Sabemos que a maioria das nossa cidades foi constituída a partir da ideia do urbanismo modernista, que estratificava o desenho das cidades a partir de suas funções. Assim, determinada região da cidade ficava reservada para a função de “morar” enquanto outra região era destinada para a função de trabalhar, bem como outras ainda destinadas às demais funções: lazer, comércio, etc. Não é difícil perceber este conceito na maioria das nossas cidades.
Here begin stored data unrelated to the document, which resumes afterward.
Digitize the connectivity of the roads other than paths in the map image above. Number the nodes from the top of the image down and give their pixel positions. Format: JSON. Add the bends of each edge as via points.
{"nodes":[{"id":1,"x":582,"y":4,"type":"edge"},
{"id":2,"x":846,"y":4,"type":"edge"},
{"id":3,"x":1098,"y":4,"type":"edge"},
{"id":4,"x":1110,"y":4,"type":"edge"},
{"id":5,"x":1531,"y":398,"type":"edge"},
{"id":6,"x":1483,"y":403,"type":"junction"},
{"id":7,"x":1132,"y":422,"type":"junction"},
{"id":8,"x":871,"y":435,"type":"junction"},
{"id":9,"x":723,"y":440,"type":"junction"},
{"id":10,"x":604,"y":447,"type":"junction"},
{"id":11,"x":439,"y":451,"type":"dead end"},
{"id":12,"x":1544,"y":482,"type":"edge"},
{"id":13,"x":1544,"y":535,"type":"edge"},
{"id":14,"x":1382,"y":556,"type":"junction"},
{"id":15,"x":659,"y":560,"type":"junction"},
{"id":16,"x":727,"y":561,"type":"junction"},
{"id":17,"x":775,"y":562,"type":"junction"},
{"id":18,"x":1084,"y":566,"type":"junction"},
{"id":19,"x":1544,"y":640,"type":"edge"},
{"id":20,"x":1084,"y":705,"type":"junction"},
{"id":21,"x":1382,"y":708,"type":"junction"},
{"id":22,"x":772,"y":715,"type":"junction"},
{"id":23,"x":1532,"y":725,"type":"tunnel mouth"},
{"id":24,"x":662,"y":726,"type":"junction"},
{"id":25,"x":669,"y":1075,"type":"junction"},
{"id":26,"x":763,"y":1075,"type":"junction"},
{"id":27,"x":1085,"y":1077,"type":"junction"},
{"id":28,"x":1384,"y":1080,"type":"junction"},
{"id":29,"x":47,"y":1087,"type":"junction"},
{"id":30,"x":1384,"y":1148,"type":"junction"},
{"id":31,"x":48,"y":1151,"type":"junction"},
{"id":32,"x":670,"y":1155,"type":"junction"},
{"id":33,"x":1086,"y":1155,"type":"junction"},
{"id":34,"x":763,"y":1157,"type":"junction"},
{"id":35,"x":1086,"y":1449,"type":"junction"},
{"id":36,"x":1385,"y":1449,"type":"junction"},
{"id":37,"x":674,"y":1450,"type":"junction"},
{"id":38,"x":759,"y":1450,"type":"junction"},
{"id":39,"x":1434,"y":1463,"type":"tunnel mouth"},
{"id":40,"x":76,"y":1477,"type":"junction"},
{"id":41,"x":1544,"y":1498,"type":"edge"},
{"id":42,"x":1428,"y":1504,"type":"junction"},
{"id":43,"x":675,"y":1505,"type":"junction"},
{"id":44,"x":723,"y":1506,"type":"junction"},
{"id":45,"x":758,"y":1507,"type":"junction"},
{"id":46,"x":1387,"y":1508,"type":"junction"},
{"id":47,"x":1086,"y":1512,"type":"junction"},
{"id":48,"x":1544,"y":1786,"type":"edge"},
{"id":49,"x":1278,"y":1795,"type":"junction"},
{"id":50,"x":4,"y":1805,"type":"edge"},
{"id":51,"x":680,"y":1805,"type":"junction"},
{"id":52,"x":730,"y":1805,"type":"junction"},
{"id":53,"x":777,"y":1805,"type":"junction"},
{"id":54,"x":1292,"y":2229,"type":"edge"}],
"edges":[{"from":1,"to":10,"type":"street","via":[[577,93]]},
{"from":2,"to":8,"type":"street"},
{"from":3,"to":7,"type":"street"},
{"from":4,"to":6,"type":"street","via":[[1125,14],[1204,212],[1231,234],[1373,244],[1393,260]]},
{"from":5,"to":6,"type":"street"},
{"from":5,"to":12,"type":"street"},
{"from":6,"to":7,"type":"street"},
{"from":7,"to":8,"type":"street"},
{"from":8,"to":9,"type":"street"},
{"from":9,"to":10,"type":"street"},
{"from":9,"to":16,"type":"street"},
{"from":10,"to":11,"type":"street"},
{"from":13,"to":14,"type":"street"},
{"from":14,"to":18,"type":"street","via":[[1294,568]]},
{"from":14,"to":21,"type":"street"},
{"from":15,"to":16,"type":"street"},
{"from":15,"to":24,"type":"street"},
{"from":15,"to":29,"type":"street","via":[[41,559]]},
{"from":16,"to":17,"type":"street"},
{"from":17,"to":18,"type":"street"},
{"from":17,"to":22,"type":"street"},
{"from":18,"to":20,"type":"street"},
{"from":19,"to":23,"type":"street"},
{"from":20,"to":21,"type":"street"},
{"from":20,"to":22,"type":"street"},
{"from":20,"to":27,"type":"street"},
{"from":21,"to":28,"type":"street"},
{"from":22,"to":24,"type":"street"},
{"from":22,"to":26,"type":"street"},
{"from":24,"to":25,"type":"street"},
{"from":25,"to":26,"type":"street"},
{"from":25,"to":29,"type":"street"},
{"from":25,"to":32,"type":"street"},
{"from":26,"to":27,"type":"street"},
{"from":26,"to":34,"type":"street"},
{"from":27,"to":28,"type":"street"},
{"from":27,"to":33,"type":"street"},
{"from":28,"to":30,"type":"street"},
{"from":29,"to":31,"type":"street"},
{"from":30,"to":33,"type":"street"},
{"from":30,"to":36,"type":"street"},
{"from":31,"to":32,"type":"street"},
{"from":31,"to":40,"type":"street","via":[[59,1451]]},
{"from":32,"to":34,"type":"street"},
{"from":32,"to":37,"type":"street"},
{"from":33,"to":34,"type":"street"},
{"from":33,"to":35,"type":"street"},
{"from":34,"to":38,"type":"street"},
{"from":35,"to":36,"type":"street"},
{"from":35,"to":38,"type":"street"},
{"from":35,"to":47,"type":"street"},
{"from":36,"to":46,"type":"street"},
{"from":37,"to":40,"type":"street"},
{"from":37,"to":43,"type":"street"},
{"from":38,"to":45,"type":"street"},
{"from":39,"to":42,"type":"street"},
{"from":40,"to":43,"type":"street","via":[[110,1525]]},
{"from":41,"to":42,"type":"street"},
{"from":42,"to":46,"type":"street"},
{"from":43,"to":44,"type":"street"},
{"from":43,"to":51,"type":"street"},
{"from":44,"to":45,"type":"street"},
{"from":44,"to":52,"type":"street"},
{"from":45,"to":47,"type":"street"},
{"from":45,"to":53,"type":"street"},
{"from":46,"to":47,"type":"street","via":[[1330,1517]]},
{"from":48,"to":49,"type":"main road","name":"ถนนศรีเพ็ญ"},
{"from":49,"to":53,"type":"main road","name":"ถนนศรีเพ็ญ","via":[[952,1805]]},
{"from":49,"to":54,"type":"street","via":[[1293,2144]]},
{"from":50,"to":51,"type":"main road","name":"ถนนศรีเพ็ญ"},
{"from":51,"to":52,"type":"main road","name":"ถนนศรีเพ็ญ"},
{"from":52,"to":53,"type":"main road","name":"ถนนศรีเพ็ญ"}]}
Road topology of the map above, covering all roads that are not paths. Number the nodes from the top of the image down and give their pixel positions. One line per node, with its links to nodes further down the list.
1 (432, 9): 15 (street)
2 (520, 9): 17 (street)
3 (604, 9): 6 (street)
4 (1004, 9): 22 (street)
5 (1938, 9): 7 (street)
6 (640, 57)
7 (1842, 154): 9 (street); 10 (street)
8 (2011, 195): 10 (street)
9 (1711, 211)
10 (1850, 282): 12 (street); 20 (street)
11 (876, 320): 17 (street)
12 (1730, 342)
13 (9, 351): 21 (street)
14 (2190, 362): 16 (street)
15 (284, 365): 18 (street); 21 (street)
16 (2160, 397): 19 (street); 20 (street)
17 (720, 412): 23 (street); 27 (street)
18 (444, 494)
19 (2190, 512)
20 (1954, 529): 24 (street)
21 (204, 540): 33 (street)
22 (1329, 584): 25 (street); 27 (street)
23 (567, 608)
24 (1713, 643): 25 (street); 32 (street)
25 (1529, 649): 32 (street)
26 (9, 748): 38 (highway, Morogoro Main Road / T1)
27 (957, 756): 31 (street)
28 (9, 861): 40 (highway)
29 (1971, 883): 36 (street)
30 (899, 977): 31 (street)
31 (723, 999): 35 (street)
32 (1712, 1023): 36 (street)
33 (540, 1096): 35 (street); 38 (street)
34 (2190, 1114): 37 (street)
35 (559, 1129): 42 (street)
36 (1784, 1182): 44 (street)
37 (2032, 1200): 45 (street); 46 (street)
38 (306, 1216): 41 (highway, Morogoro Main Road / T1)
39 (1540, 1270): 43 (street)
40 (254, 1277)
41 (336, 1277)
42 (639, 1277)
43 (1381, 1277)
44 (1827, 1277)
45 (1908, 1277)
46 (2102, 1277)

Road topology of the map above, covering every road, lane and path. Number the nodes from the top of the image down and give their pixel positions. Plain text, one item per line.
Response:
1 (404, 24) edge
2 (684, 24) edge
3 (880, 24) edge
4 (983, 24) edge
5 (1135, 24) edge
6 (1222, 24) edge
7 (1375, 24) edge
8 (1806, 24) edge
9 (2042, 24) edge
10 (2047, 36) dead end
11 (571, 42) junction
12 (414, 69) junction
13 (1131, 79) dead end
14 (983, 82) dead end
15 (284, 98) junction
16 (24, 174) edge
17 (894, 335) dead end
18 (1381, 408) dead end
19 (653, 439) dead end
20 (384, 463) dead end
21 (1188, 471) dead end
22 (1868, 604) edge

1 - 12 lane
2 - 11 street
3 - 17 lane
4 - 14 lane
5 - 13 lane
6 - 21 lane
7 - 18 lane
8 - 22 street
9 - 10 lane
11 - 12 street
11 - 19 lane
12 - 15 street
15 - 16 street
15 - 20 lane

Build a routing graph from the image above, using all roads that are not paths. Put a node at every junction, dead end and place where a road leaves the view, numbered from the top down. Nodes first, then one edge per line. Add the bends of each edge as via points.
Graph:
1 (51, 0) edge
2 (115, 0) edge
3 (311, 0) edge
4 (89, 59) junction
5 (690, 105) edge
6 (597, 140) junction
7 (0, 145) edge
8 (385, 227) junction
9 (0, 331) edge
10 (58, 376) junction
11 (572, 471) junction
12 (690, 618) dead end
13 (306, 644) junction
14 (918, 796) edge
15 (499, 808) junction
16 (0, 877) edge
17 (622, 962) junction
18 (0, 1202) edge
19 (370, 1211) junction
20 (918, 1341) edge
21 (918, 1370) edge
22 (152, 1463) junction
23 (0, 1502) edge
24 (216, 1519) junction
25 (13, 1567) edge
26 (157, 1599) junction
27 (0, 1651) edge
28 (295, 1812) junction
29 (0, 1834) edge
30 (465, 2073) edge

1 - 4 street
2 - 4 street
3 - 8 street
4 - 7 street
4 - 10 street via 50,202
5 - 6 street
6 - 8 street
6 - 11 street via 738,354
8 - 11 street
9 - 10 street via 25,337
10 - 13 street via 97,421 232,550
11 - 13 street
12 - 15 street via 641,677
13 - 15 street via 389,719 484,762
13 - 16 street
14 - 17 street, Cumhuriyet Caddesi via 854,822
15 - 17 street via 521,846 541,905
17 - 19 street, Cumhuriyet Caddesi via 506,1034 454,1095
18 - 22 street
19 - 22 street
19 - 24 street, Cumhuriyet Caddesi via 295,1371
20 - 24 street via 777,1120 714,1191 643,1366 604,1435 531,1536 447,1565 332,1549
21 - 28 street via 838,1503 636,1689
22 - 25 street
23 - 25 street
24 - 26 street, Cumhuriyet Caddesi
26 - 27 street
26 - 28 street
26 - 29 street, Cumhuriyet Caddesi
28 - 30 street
Limeira, por exemplo, possui esta característica urbana.
Este desenho urbanístico e modernista das cidades, entretanto se revelou profundamente caótico na medida em que impõe aos indivíduos a necessidade de grandes deslocamentos pelo tecido urbano, causando inúmeros transtornos. Basta imaginarmos a mobilidade pendular: pelas manhãs, grande contingente de trabalhadores são obrigados a atravessar a cidade para chegar ao trabalho e no fim do dia retornam para suas casas, tal como o pêndulo de um relógio antigo.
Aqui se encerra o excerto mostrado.